Met het Jan van Brabant is deze overeenkomst nog niet gesloten. Eerder heeft het college besloten om het Jan van Brabant als onderdeel van de Onderwijsgroep Oost Brabant (OOB) door te decentraliseren om een gelijk speelveld voor het voortgezet onderwijs te creëren. Het college heeft hierbij wel de voorwaarde gesteld dat het voor de gemeente kostenneutraal is. De overige voorwaarden zijn in een gezamenlijke intentienotitie vastgelegd.
In de overeenkomst moeten een aantal zaken worden vastgelegd die pas kunnen worden bepaald nadat meer duidelijkheid is over de opgave en de verdeling van kosten en verantwoordelijkheden. In overleg met Jan van Brabant college is daarom besloten om de doordecentralisatie-overeenkomst uit te stellen tot besluitvorming over de locatie en het krediet van de nieuwbouw Molenstraat. Daarna kan onderzocht worden of aan de gezamenlijke intenties en voorwaarden van doordecentralisatie voldaan kan worden.
Bij de begrotingsbehandeling op 7 november wordt de gemeenteraad gevraagd om in te stemmen met een aanvullend bedrag om de nieuwbouw te betalen. De raadscommissie wordt daar op 3 oktober verder over ingelicht. Na instemming van de raad, start in 2024 de planvorming. In 2025 moet de bouw van de school starten om te zorgen dat opening in 2027 plaatsvindt.

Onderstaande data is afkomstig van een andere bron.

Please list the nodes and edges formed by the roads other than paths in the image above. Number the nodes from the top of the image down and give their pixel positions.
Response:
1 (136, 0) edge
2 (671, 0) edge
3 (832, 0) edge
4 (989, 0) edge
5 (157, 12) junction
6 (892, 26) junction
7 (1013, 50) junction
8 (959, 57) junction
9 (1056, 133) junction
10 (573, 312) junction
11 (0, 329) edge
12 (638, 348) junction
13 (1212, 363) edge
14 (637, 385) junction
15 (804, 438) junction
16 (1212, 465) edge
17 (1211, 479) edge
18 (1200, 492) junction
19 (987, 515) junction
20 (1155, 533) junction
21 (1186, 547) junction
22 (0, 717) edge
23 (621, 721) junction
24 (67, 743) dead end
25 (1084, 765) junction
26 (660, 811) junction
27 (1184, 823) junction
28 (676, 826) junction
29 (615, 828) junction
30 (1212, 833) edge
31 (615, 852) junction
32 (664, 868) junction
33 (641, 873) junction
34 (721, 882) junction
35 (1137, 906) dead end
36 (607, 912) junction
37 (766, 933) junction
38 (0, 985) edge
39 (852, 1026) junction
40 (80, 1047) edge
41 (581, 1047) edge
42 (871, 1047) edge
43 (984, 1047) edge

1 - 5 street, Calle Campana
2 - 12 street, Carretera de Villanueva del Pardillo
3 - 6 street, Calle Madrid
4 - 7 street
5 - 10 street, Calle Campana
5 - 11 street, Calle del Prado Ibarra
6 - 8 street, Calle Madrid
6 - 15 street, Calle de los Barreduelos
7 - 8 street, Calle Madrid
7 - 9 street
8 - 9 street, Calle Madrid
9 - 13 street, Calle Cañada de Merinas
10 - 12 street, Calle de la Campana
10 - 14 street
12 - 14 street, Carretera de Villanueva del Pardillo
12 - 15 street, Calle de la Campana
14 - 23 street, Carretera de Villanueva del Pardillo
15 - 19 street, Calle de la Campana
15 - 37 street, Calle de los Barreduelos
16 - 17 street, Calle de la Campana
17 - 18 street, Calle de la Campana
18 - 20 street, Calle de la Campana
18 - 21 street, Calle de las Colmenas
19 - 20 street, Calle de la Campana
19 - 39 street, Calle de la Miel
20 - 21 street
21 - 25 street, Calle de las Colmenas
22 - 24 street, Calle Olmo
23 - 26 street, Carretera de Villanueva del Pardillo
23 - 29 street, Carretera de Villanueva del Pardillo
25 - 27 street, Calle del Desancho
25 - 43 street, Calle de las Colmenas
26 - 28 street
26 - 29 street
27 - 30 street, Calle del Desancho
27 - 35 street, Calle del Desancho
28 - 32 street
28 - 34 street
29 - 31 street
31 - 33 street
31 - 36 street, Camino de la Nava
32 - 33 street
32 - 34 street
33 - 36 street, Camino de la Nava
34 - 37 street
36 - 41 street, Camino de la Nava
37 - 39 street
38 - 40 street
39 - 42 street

Voordat het gebouw kan worden gemaakt, wordt er een ontwerp gemaakt. Dit ontwerp wordt door de bouwkundigen vanuit het schoolbestuur en de gemeente getoetst voordat een bouwvergunning wordt aangevraagd. Daarnaast moet er een aanbestedingsprocedure worden doorlopen om de meest geschikte bouwpartij(en) te kiezen. Pas daarna kan de bouw starten. De verwachting dat 2024 volledig nodig is om dit proces te doorlopen. Er is wens om in 2025 te starten met de bouw. Oplevering is gepland in 2027.
Conform de wet op het voortgezet onderwijs is de school bouwheer. Dat betekent dat zij het ontwerp en bouw van het nieuwe schoolgebouw bepalen. In welke mate en op welke manier de school een participatieproject wil voeren is op dit moment niet bekend.
Wat betreft de openbare buitenruimte (ruimte om de school heen) worden omwonenden en andere betrokkenen wel betrokken. Het proces daarvoor moet nog opgestart worden.
De tijdige aansluiting Enexis in 2027 is onzeker (netcongestie). In afwachting van het congestiemanagement-onderzoek kunnen er in Helmond geen zware aansluitingen op het energienetwerk worden aangevraagd. De resultaten van het onderzoek laten nog op zich wachten. Voor alle grote projecten in Helmond is het daarom op dit moment lastig om aan te geven of er op tijd een aansluiting kan worden gedaan. De verwachting is wel dat er binnen enkele maanden een richtlijn verschijnt die de prioritering van projecten aangeeft. Maatschappelijke opgaves, waaronder onderwijs, zullen naar verwachting voorrang krijgen. Voor het Jan van Brabant is het belangrijk om zo snel mogelijk na besluitvorming over de locatie en de grootte een principe-aanvraag in te dienen bij de netbeheerder.